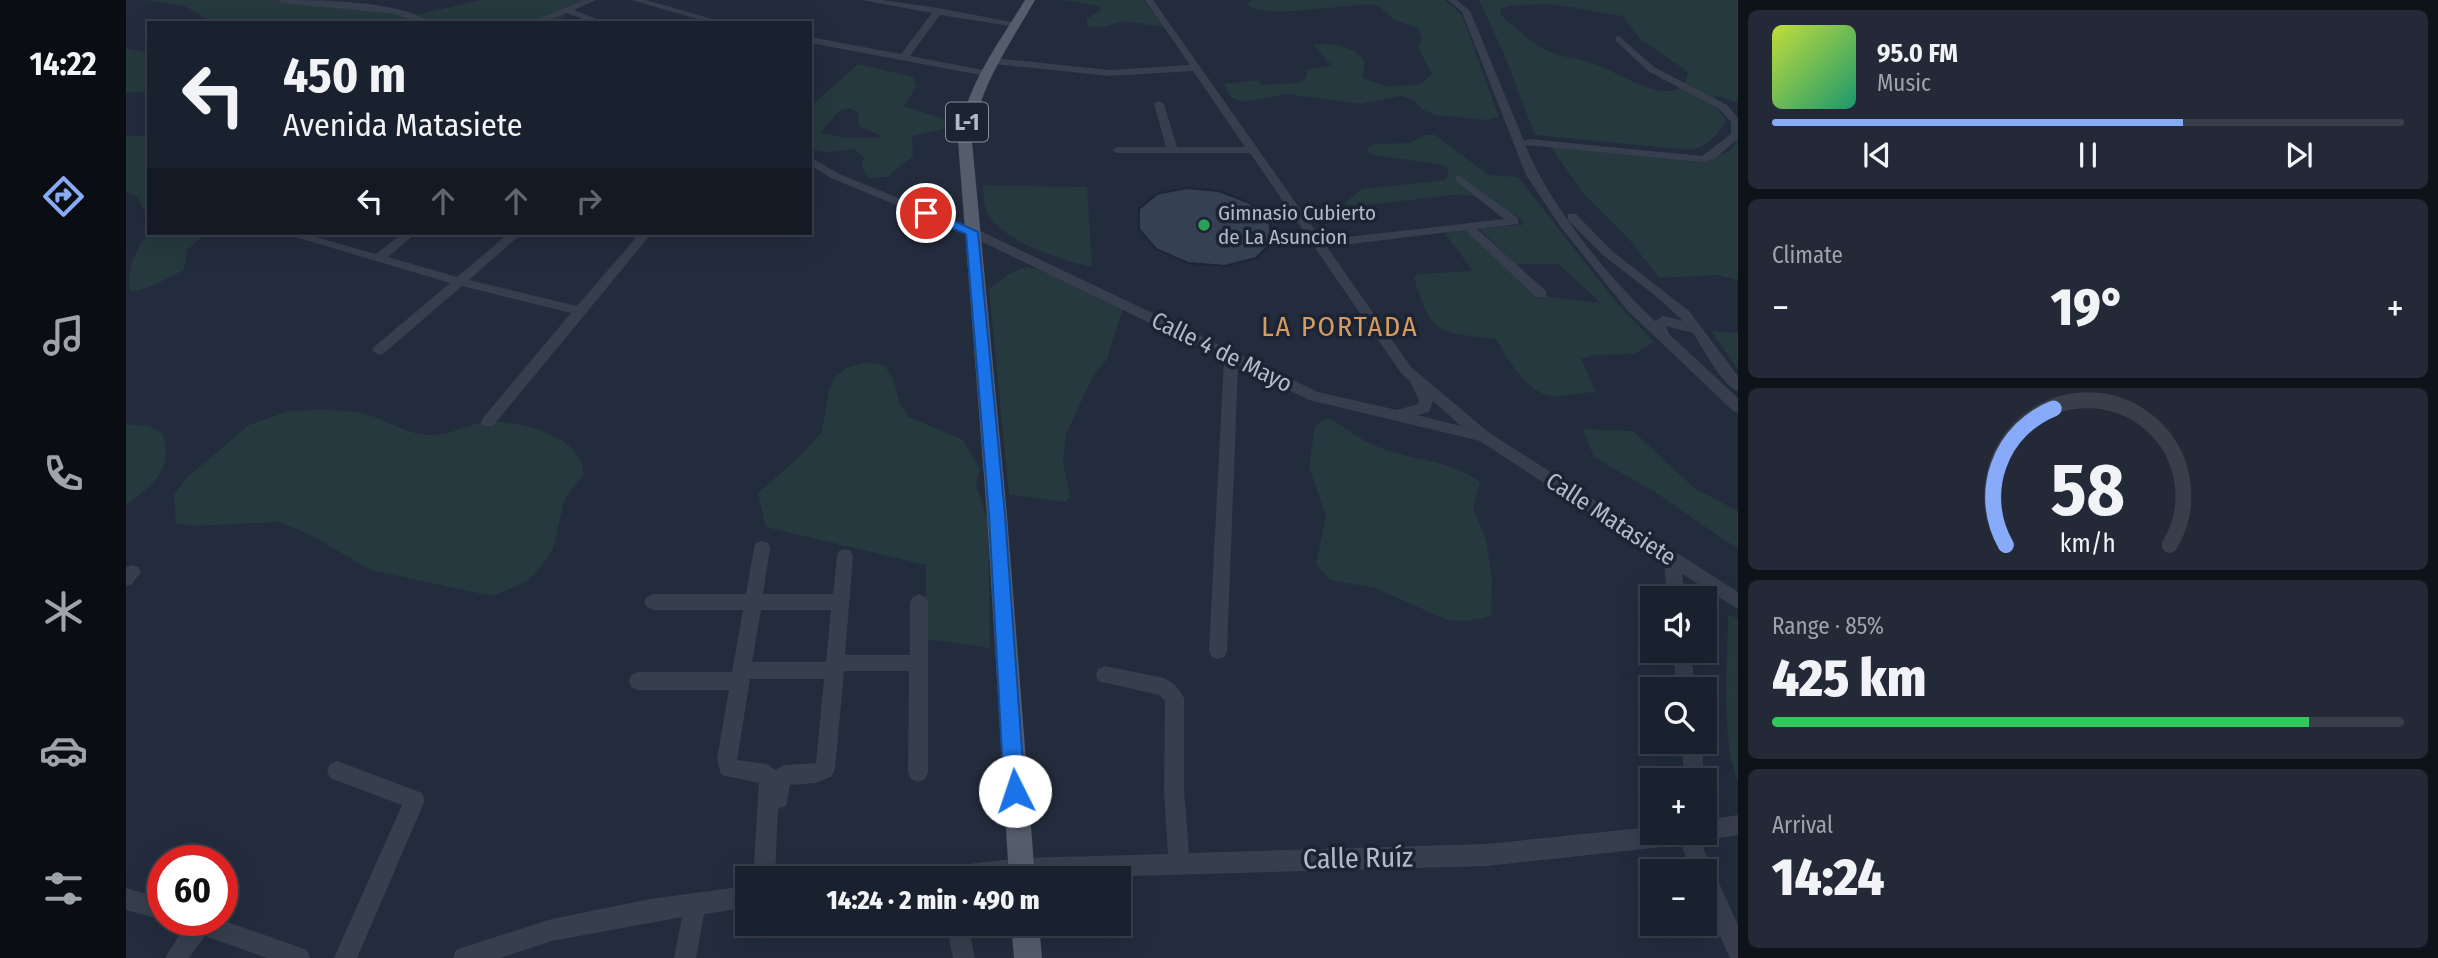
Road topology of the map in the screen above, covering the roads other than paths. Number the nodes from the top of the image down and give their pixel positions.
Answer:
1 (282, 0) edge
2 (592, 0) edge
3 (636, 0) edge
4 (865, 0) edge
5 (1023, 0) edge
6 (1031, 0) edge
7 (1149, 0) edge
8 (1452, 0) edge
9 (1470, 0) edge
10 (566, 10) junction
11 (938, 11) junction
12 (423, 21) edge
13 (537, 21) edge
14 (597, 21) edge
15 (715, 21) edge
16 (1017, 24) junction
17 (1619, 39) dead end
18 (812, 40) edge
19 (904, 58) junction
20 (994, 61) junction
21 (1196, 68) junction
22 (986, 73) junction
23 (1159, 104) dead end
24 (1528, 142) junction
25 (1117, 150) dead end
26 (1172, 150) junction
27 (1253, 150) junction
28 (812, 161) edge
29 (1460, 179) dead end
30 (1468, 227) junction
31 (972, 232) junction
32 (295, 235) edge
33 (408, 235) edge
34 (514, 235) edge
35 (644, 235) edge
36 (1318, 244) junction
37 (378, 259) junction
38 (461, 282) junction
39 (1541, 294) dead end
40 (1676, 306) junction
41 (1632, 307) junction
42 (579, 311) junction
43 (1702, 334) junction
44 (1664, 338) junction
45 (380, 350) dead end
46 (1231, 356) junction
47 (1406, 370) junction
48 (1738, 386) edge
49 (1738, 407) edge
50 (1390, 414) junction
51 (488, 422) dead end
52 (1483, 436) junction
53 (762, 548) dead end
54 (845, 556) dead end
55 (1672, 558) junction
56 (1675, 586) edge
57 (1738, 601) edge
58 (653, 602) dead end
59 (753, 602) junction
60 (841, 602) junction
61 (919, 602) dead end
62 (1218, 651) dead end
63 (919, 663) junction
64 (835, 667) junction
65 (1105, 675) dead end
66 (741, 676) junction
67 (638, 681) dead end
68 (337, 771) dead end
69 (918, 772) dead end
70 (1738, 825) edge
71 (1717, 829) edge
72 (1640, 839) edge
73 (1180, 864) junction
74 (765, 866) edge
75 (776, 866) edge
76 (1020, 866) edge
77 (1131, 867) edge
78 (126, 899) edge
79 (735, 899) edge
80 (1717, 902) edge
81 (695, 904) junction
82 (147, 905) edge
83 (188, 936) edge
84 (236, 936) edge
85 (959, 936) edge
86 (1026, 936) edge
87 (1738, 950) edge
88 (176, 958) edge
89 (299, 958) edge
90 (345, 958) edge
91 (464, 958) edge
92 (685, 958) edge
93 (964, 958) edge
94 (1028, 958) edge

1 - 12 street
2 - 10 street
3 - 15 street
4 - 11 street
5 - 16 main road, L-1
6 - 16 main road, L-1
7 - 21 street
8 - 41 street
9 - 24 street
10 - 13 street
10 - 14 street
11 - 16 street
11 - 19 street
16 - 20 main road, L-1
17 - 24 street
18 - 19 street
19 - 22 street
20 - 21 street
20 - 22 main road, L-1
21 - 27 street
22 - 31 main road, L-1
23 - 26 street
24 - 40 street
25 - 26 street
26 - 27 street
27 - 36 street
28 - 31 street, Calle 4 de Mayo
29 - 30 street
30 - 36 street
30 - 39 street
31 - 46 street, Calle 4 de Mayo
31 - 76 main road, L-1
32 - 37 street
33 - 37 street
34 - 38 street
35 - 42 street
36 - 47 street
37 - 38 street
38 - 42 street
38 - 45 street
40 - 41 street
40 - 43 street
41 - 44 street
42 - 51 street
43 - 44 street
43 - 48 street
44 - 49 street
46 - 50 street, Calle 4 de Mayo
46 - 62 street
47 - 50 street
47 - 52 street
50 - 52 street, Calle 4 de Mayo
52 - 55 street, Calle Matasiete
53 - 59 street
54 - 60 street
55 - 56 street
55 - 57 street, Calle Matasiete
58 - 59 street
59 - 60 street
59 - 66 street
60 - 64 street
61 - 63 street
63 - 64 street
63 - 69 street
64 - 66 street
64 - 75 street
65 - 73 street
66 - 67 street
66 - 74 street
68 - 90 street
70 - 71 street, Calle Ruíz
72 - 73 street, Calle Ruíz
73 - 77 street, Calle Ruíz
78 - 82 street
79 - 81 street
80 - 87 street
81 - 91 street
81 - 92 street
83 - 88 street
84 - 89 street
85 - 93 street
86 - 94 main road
• • • •
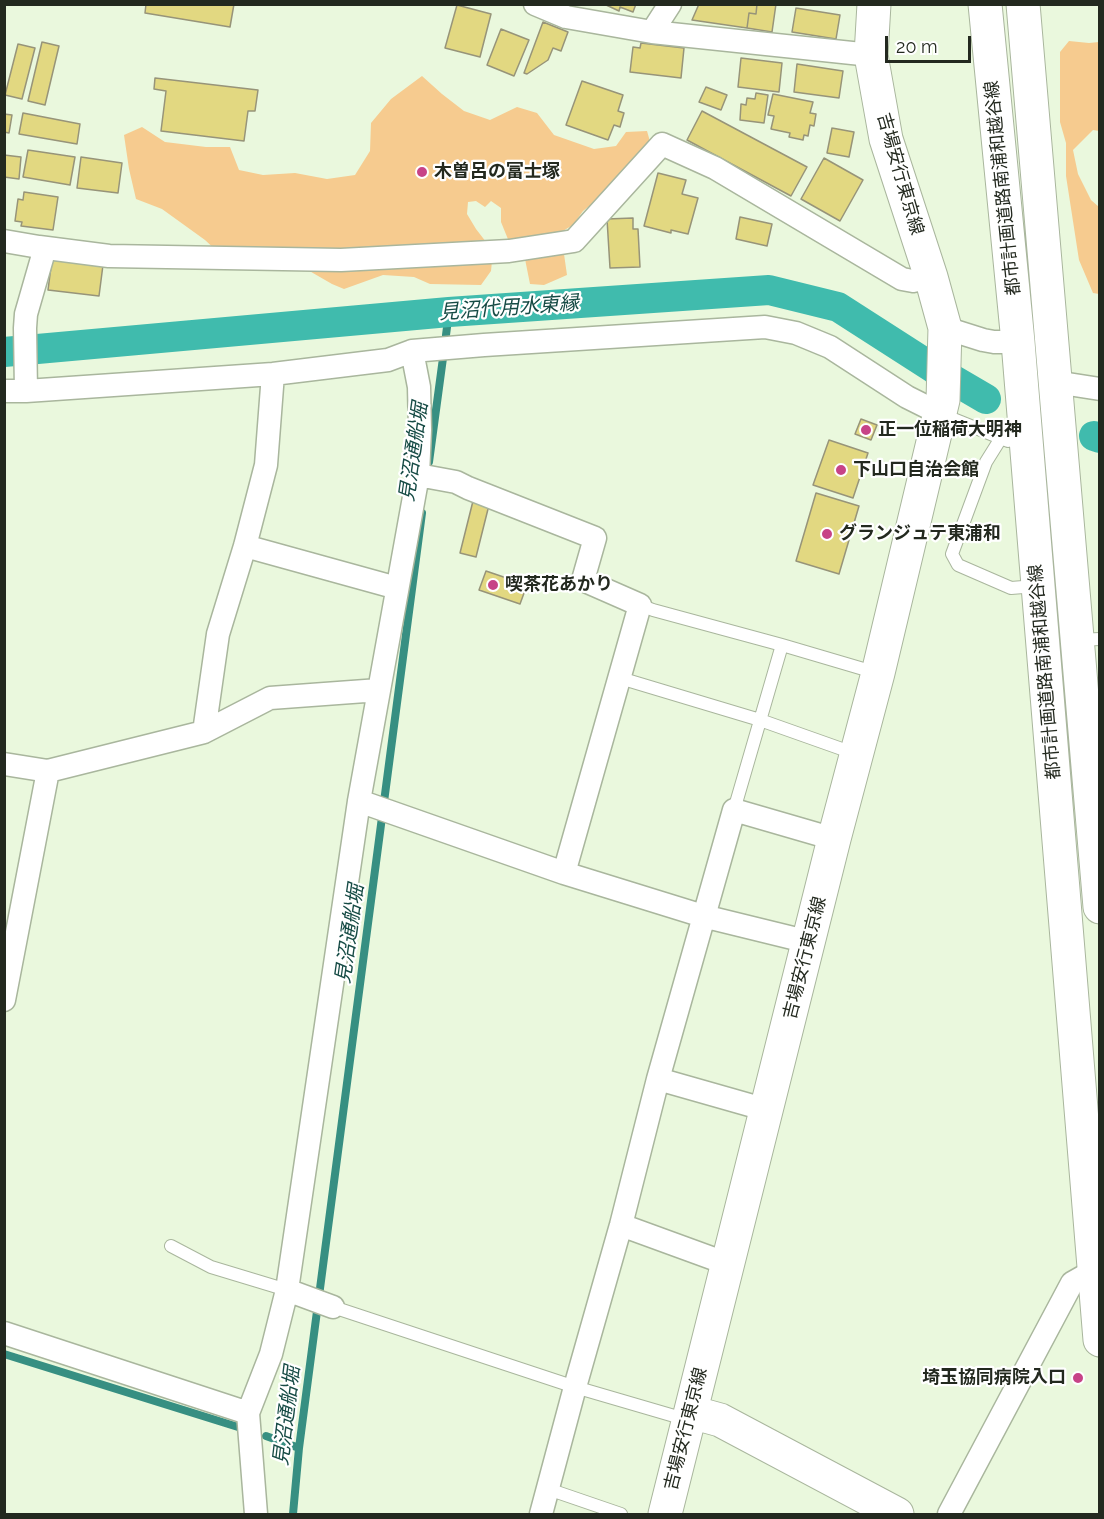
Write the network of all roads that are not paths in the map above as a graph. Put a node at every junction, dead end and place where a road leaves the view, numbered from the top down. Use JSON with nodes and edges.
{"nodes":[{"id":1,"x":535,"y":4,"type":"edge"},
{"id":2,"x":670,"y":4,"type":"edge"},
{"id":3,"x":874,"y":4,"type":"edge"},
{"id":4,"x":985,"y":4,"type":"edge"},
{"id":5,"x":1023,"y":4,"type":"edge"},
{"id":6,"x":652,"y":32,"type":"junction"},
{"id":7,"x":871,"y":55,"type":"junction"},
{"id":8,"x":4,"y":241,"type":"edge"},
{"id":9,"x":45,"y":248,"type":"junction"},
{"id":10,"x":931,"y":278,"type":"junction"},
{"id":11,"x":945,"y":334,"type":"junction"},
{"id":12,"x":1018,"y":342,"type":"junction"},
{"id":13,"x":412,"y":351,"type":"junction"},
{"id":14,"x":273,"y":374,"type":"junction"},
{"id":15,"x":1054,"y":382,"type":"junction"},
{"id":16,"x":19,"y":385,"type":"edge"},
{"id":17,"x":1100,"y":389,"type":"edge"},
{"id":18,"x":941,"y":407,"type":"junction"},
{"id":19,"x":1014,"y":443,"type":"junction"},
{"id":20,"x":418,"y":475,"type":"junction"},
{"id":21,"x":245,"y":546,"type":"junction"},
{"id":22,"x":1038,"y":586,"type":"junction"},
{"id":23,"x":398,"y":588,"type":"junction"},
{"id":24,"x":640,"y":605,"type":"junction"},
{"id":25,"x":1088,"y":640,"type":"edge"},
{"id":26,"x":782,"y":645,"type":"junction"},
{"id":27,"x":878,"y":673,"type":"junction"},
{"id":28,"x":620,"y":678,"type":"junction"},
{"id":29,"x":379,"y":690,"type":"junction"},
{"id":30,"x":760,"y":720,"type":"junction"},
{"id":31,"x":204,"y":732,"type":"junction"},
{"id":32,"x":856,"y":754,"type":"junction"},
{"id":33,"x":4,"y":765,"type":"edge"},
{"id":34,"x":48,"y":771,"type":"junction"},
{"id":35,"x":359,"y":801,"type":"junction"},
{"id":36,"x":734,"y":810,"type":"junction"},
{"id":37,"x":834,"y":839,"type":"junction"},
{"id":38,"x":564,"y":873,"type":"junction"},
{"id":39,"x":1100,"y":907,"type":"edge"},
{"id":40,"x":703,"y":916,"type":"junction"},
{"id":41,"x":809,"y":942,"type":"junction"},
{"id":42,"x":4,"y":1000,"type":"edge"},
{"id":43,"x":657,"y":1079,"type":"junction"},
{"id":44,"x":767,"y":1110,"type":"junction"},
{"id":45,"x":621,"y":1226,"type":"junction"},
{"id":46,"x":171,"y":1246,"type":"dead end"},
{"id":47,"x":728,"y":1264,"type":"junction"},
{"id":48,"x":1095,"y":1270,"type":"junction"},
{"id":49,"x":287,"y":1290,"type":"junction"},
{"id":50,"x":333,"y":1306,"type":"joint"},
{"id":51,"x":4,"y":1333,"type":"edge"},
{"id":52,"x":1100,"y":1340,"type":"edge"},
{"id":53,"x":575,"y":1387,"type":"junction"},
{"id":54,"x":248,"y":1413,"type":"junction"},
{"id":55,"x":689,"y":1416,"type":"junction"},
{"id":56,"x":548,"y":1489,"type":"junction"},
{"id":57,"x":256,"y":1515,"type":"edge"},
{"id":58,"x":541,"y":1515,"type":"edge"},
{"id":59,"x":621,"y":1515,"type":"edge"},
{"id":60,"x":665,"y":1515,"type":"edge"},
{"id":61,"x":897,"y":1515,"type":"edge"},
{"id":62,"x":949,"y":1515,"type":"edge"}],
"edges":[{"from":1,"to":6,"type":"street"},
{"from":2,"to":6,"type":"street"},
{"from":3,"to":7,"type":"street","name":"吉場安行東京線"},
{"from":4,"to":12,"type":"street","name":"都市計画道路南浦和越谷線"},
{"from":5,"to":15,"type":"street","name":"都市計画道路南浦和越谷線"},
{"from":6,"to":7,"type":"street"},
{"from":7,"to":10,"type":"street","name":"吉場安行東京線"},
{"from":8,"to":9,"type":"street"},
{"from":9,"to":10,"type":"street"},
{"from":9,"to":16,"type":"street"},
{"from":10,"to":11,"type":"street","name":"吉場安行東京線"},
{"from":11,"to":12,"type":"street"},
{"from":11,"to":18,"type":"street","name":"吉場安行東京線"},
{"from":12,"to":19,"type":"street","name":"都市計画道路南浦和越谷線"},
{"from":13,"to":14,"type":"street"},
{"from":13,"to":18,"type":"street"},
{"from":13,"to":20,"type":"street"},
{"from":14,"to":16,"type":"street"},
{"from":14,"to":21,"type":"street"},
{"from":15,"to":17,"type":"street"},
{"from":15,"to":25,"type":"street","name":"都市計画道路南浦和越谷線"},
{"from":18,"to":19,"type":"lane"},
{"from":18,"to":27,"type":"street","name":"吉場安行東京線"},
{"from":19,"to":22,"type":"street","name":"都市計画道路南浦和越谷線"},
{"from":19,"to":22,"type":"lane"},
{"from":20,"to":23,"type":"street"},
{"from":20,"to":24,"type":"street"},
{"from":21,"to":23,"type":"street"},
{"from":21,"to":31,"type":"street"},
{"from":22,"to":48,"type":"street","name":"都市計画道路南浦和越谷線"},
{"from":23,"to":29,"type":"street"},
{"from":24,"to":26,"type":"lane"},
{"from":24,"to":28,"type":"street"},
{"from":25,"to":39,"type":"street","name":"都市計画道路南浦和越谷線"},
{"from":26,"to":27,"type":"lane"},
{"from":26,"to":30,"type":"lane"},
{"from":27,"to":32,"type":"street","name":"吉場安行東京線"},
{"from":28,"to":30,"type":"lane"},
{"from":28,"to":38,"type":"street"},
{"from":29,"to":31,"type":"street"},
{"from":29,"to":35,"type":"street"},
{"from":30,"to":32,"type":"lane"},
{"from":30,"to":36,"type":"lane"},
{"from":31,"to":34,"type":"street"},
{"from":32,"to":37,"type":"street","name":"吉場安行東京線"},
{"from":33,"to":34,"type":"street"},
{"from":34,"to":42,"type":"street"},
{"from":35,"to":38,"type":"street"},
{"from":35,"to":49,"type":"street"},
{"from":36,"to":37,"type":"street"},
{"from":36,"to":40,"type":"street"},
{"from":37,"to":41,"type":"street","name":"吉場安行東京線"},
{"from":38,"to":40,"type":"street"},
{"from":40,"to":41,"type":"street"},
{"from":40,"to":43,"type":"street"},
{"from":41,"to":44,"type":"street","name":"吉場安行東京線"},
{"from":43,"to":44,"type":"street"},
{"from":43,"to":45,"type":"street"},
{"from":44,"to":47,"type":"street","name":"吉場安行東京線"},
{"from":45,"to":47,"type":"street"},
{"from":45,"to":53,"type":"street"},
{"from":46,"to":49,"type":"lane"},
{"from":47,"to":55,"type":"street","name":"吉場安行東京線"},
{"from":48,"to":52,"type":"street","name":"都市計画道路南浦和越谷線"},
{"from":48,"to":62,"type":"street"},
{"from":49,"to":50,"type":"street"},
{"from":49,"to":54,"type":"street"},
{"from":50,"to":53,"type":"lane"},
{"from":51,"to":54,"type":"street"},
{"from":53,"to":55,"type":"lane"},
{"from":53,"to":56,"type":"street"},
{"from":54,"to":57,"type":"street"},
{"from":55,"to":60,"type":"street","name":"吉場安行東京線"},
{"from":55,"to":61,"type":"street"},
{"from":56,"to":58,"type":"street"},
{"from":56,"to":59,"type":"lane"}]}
• • • •
Report the total of lines above containing the string "吉場安行東京線", and write nothing besides it.

▶ Result of this exercise
12